I find it is worse if I am flaring - so a bit more pred does help for me. The bivalent Covid booster woke it up good and proper with episodes of up to 12 hours at a time but the electrophysiologist wasn't interested - he said the propafenone had stopped working after 10 years, only supposed to work for 5 or 6 years. A change to Flecainide is working a treat while I wait for an ablation.

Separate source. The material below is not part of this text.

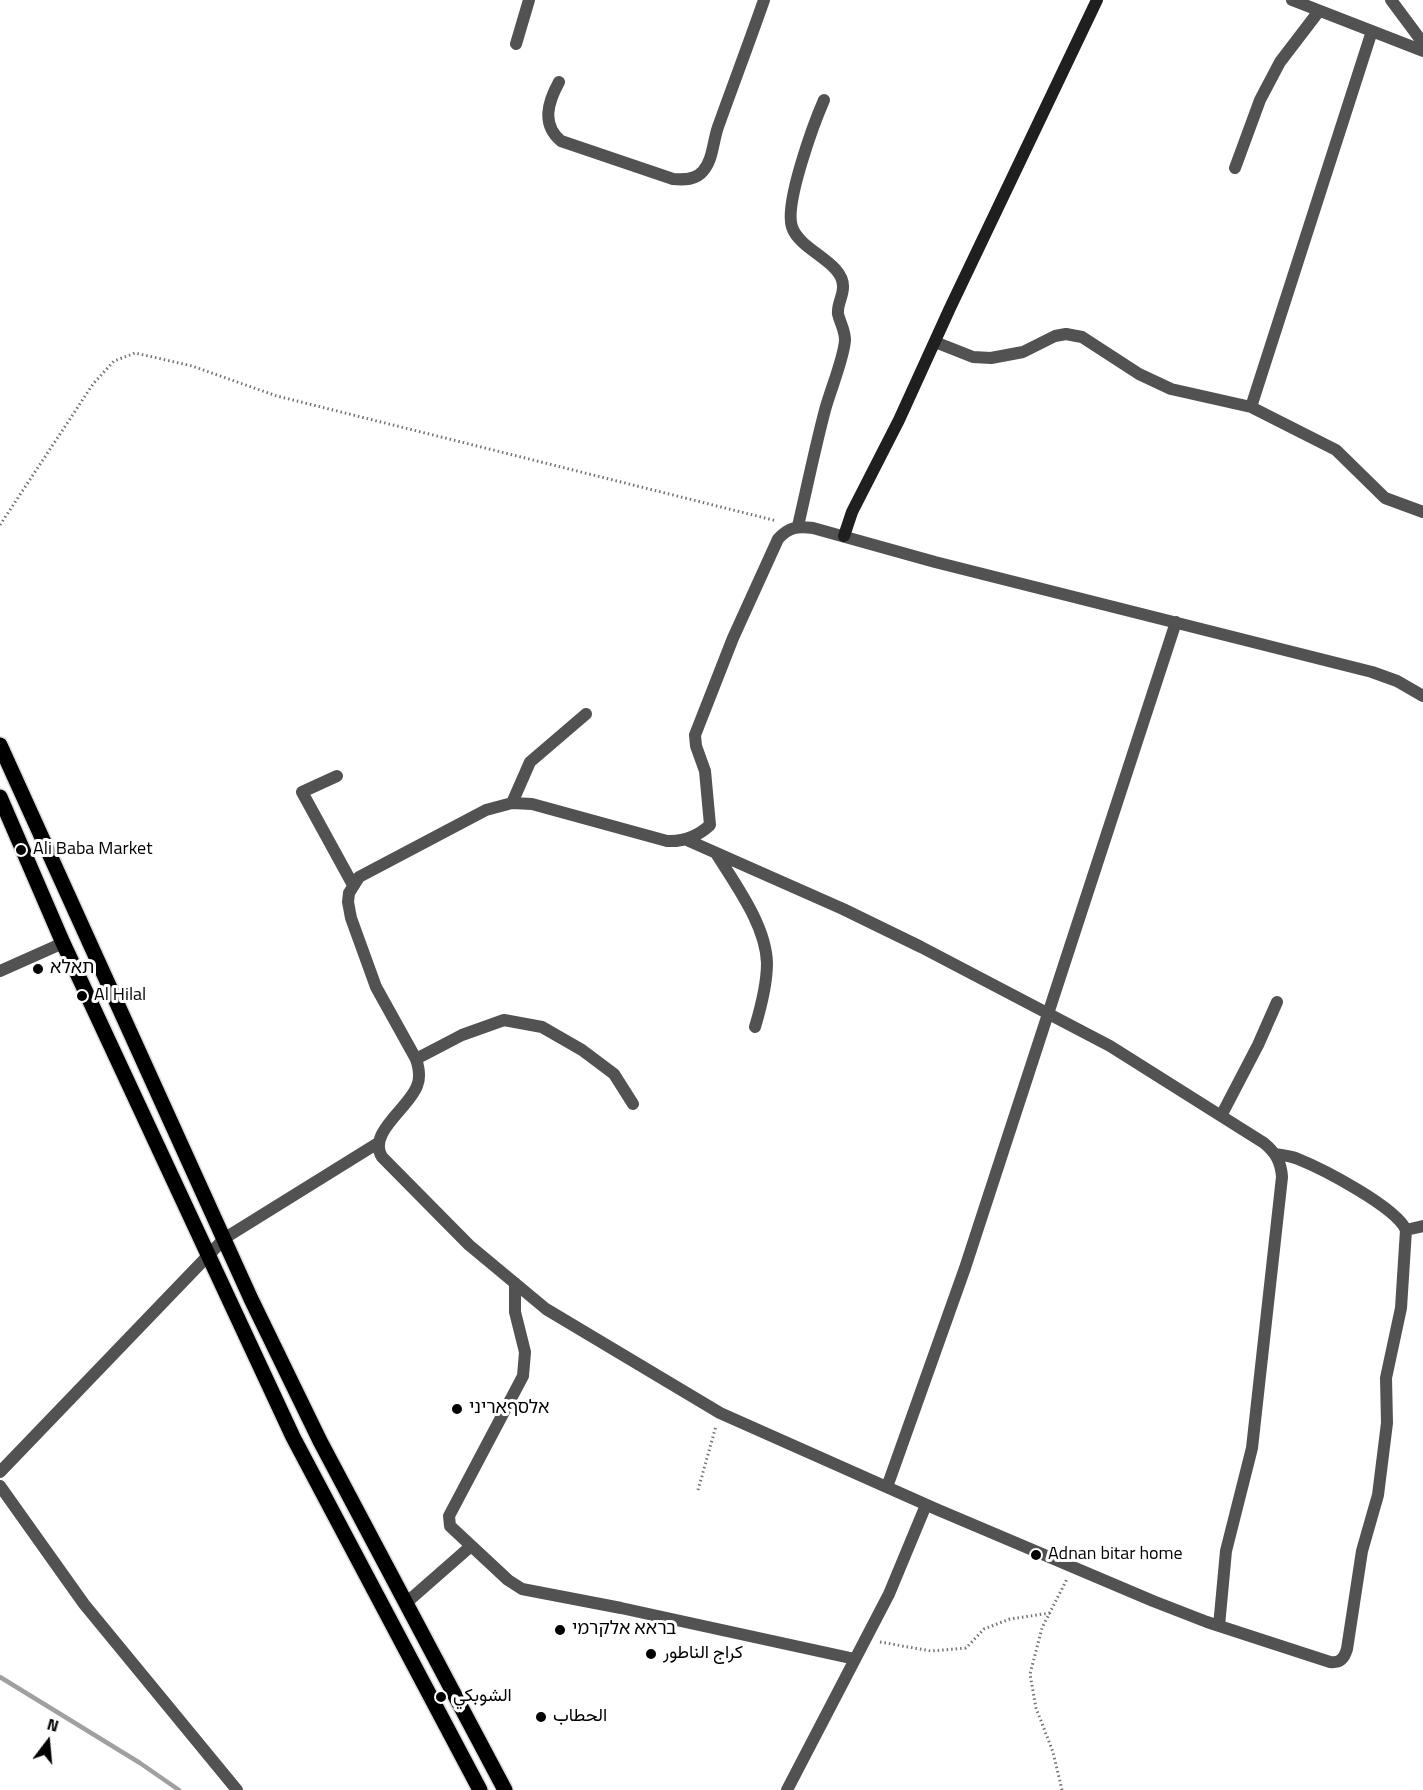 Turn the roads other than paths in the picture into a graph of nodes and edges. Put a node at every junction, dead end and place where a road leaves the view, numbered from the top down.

Yes, I had asked Sarah Mackie if there was a link but her reply was the age group means both are more common - which of course wasn't what I asked! Then a paper was published relatively recently
That's very interesting, my PMR started almost the same time as my afib. I also see a few of us on this site have both. The covid booster sent my af rocketing too. I am too scared to have another
Retired nurse anesthetist here. Thankfully my coronary calcium score is zero. In the past I noticed pacs with long term H2 acid blockers and H1 for allergy. This myocardial irritability seemed to surface when tapering to 7 3/4. But I have restrictive lung disease from, corrected scoliosis residual deformity and asthma. These probably did a job in my R atrium.

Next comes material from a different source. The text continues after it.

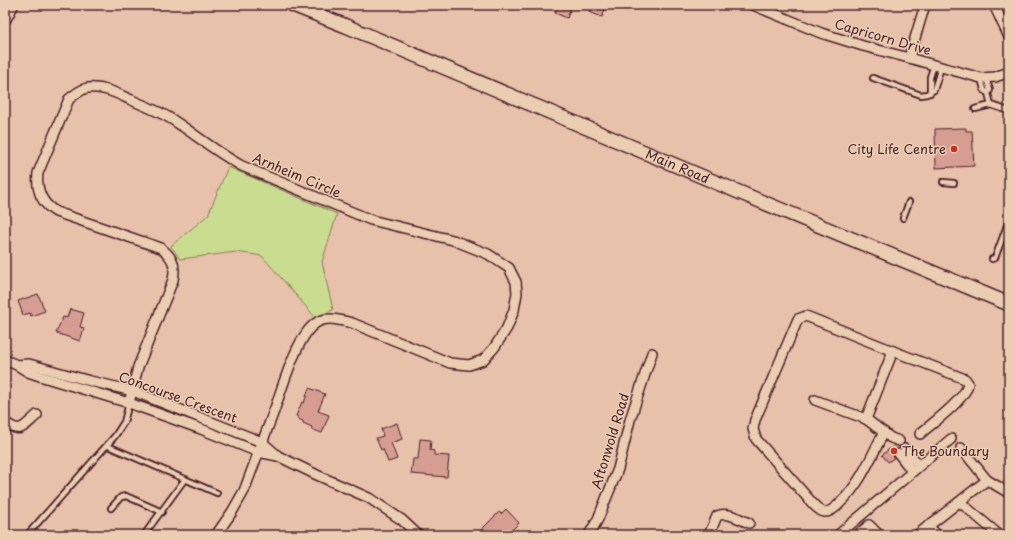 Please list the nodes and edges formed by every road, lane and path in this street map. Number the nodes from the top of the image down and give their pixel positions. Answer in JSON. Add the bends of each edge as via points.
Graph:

I would recommend Eliquis. You don't need any INR tests at all. In fact I'm about to start on a new drug, Edoxaban, which is even better, I'm told, as you only take it once a day (Eliquis or Abixaban is twice) and the pharmacist says if you miss a dose you can take it as soon as you remember with no risks of stroke unlike if you miss a dose of apixaban.My mum was on warfarin for the second half of her life (she lived to 93). When she moved near to me I had to take her for fortnightly INR tests which meant taking time off work. Also her warfarin dose kept being adjusted which was difficult for her to manage. I requested she was changed to apixaban. No more blood tests, just twice a day medication and her life and mine was so much easier.
On the other hand - it nearly killed my husband because it is never checked, He was taking another heart drug that interacts with apixaban when taken at similar times, reducing elimination, and by the time it was realised the blood level was 10 times what it should have been, It was a close thing with no antidote at the time,
It is - but when the haematologist head of the hospital lab checked it all out and notified the physicians who use them, they just said "ah, so ..." , One of the first things Peter had done when the NOACs were introduced was get the assay kits and told the surgeons he could test, The surgeons were VERY aware of the problems, knowing that most patients who had been told to stop the medication 2 days before surgery, which is what it is meant to be, actually needed at least 4 days before the bleeding was acceptable for surgery. I was also on Pradaxa and an antiarrythmic that shouldn't be taken at the same time or the blood level rises. I had chosen it as it was 2x daily which helps and there was already an antidote! Warfarin is relatively easy - pump in vitamin K. They did that with OH - pointless as long as the NOAC was working on its particular point. They just don't really understand the biochemistry.